Material for this exercise:
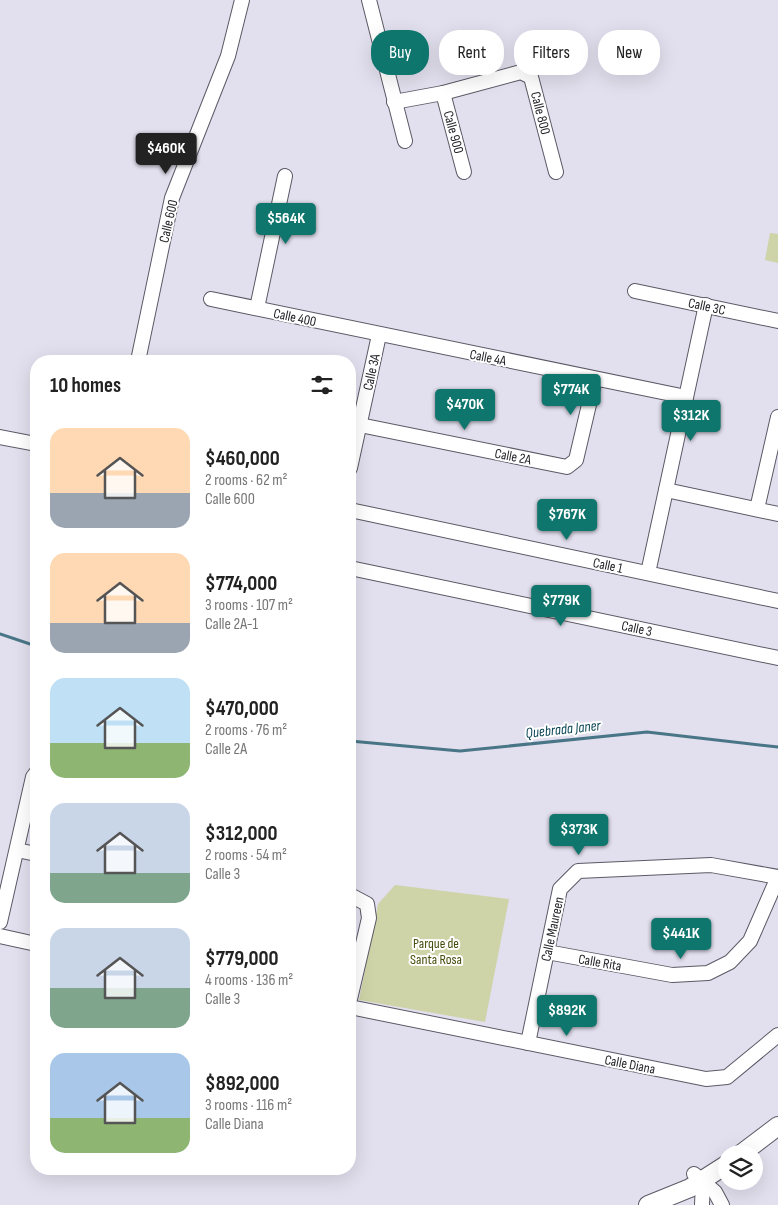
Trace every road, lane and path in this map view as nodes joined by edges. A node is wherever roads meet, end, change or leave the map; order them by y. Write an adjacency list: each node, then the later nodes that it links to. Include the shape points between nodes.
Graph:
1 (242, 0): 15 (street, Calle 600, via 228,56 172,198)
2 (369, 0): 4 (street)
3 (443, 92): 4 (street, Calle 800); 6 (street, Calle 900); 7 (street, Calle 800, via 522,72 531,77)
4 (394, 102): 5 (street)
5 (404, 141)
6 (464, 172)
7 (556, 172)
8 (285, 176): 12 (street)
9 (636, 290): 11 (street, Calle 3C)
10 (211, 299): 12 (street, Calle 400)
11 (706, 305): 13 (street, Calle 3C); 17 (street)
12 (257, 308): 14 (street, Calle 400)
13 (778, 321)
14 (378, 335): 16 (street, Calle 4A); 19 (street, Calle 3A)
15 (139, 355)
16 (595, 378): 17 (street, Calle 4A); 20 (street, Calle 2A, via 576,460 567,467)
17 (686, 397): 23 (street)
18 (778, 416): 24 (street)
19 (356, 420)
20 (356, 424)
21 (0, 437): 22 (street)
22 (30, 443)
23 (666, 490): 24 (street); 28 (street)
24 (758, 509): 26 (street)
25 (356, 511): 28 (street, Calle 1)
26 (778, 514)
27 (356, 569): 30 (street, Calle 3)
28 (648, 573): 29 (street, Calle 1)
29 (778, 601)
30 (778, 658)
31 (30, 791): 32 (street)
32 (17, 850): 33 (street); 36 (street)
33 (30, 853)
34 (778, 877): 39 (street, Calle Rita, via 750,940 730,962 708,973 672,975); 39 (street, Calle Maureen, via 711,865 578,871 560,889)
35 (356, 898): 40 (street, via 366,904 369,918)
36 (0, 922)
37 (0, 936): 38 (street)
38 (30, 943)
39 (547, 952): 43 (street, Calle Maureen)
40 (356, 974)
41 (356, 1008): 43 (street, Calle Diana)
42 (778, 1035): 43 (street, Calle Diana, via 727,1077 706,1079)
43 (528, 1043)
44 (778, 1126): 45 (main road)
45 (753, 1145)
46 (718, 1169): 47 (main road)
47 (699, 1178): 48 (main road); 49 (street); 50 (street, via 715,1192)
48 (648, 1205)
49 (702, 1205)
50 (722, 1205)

Your instructions:
Each record should appear again exactly as it stands, with no picture included.

Problem solution:
Trace every road, lane and path in this map view as nodes joined by edges. A node is wherever roads meet, end, change or leave the map; order them by y. Write an adjacency list: each node, then the later nodes that it links to. Include the shape points between nodes.
Graph:
1 (242, 0): 15 (street, Calle 600, via 228,56 172,198)
2 (369, 0): 4 (street)
3 (443, 92): 4 (street, Calle 800); 6 (street, Calle 900); 7 (street, Calle 800, via 522,72 531,77)
4 (394, 102): 5 (street)
5 (404, 141)
6 (464, 172)
7 (556, 172)
8 (285, 176): 12 (street)
9 (636, 290): 11 (street, Calle 3C)
10 (211, 299): 12 (street, Calle 400)
11 (706, 305): 13 (street, Calle 3C); 17 (street)
12 (257, 308): 14 (street, Calle 400)
13 (778, 321)
14 (378, 335): 16 (street, Calle 4A); 19 (street, Calle 3A)
15 (139, 355)
16 (595, 378): 17 (street, Calle 4A); 20 (street, Calle 2A, via 576,460 567,467)
17 (686, 397): 23 (street)
18 (778, 416): 24 (street)
19 (356, 420)
20 (356, 424)
21 (0, 437): 22 (street)
22 (30, 443)
23 (666, 490): 24 (street); 28 (street)
24 (758, 509): 26 (street)
25 (356, 511): 28 (street, Calle 1)
26 (778, 514)
27 (356, 569): 30 (street, Calle 3)
28 (648, 573): 29 (street, Calle 1)
29 (778, 601)
30 (778, 658)
31 (30, 791): 32 (street)
32 (17, 850): 33 (street); 36 (street)
33 (30, 853)
34 (778, 877): 39 (street, Calle Rita, via 750,940 730,962 708,973 672,975); 39 (street, Calle Maureen, via 711,865 578,871 560,889)
35 (356, 898): 40 (street, via 366,904 369,918)
36 (0, 922)
37 (0, 936): 38 (street)
38 (30, 943)
39 (547, 952): 43 (street, Calle Maureen)
40 (356, 974)
41 (356, 1008): 43 (street, Calle Diana)
42 (778, 1035): 43 (street, Calle Diana, via 727,1077 706,1079)
43 (528, 1043)
44 (778, 1126): 45 (main road)
45 (753, 1145)
46 (718, 1169): 47 (main road)
47 (699, 1178): 48 (main road); 49 (street); 50 (street, via 715,1192)
48 (648, 1205)
49 (702, 1205)
50 (722, 1205)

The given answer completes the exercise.